The lines to be copied are those below that contain "Рождественский".

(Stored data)

*** Block opens ***

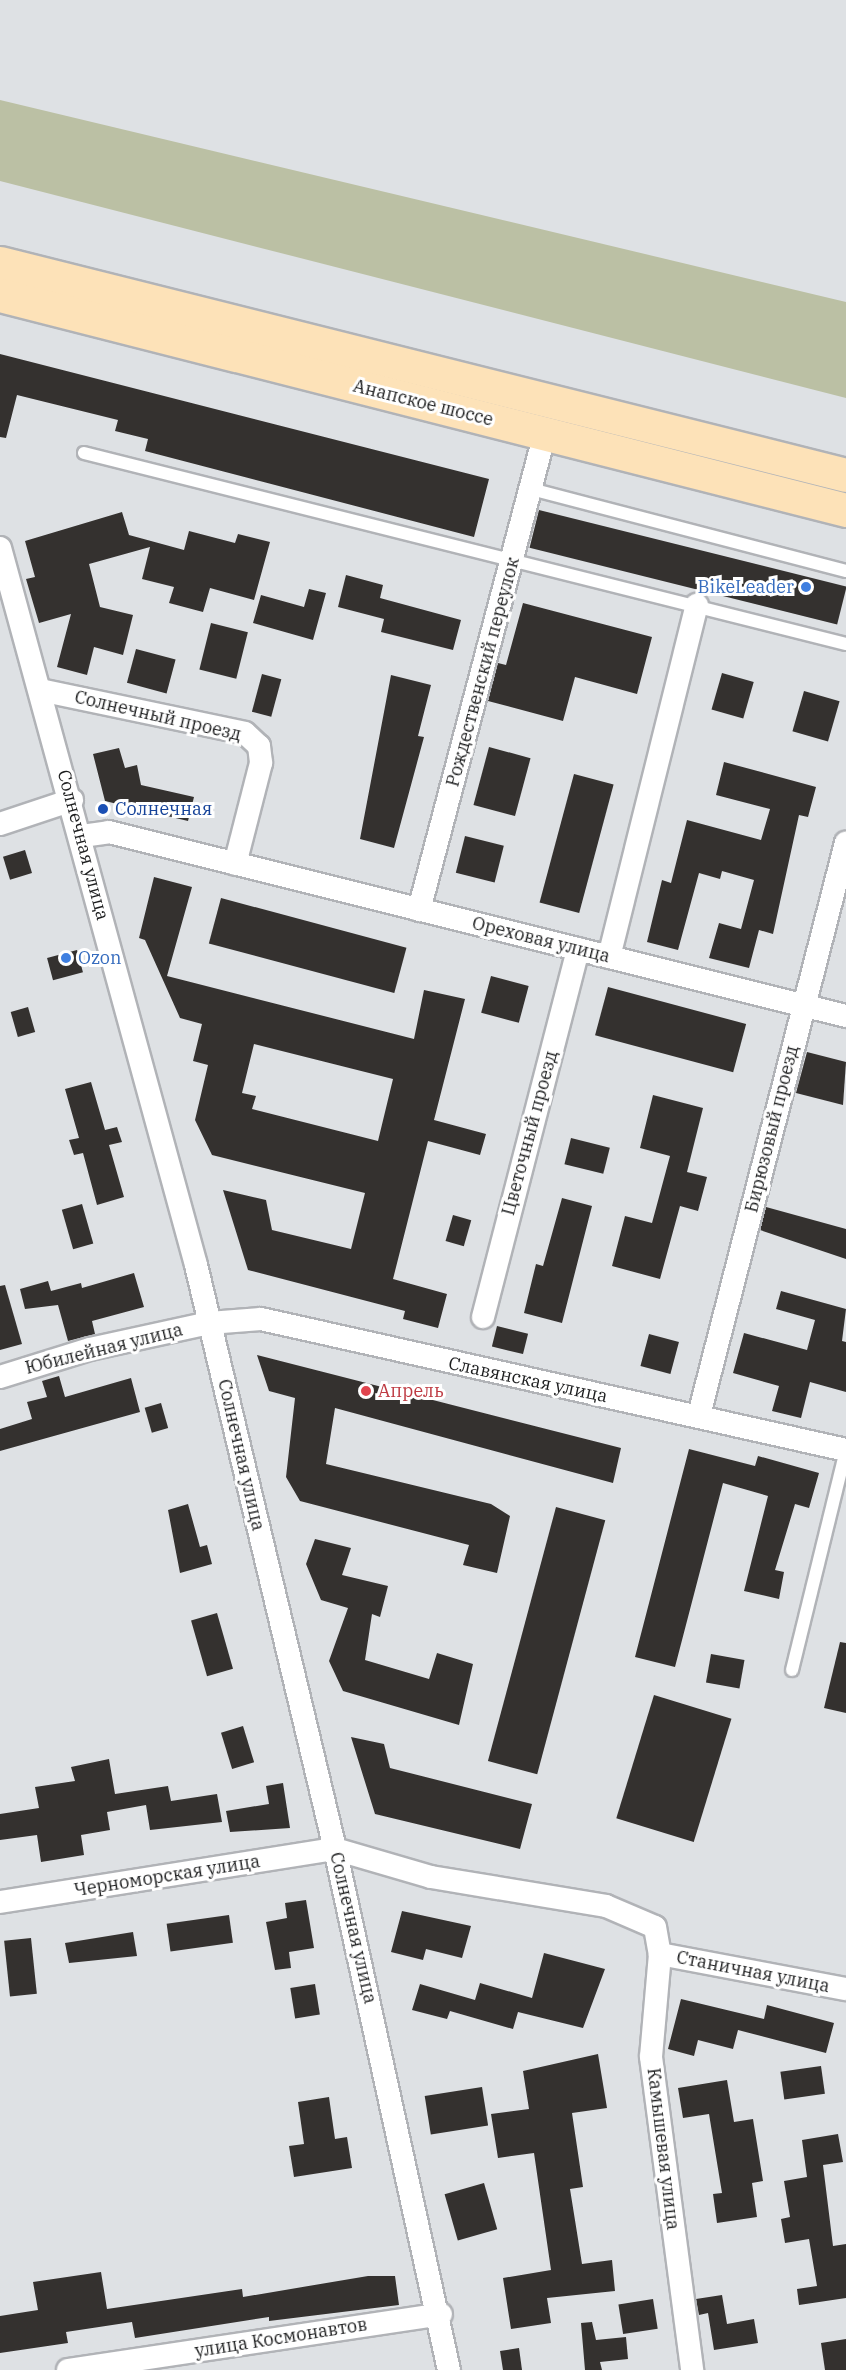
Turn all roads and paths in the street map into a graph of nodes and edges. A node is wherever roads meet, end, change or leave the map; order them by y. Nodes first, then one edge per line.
1 (0, 263) edge
2 (0, 295) edge
3 (545, 434) junction
4 (84, 453) dead end
5 (846, 475) edge
6 (531, 489) junction
7 (846, 510) edge
8 (0, 548) edge
9 (514, 558) junction
10 (846, 571) edge
11 (697, 605) junction
12 (846, 644) edge
13 (40, 690) junction
14 (72, 800) junction
15 (0, 824) edge
16 (82, 836) junction
17 (846, 843) edge
18 (235, 864) junction
19 (419, 910) junction
20 (578, 949) junction
21 (609, 957) junction
22 (803, 1005) junction
23 (846, 1016) edge
24 (483, 1317) dead end
25 (209, 1323) junction
26 (0, 1377) edge
27 (699, 1415) junction
28 (846, 1450) edge
29 (792, 1670) dead end
30 (335, 1850) junction
31 (0, 1902) edge
32 (660, 1954) junction
33 (846, 1989) edge
34 (432, 2316) junction
35 (68, 2370) edge
36 (449, 2370) edge
37 (692, 2370) edge

1 - 5 main road, Анапское шоссе
2 - 3 main road, Анапское шоссе
3 - 6 street, Рождественский переулок
3 - 7 main road, Анапское шоссе
4 - 9 lane
6 - 9 street, Рождественский переулок
6 - 10 lane
8 - 13 street, Солнечная улица
9 - 11 lane
9 - 19 street, Рождественский переулок
11 - 12 lane
11 - 21 street
13 - 14 street, Солнечная улица
13 - 18 street, Солнечный проезд
14 - 15 street
14 - 16 street, Солнечная улица
16 - 18 street, Ореховая улица
16 - 25 street, Солнечная улица
17 - 22 street, Бирюзовый проезд
18 - 19 street, Ореховая улица
19 - 20 street, Ореховая улица
20 - 21 street, Ореховая улица
20 - 24 street, Цветочный проезд
21 - 22 street, Ореховая улица
22 - 23 street, Ореховая улица
22 - 27 street, Бирюзовый проезд
25 - 26 street, Юбилейная улица
25 - 27 street, Славянская улица
25 - 30 street, Солнечная улица
27 - 28 street, Славянская улица
28 - 29 lane
30 - 31 street, Черноморская улица
30 - 32 street, Камышевая улица
30 - 34 street, Солнечная улица
32 - 33 street, Станичная улица
32 - 37 street, Камышевая улица
34 - 35 street, улица Космонавтов
34 - 36 street, Солнечная улица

*** Block closes ***

Answer space:
3 - 6 street, Рождественский переулок
6 - 9 street, Рождественский переулок
9 - 19 street, Рождественский переулок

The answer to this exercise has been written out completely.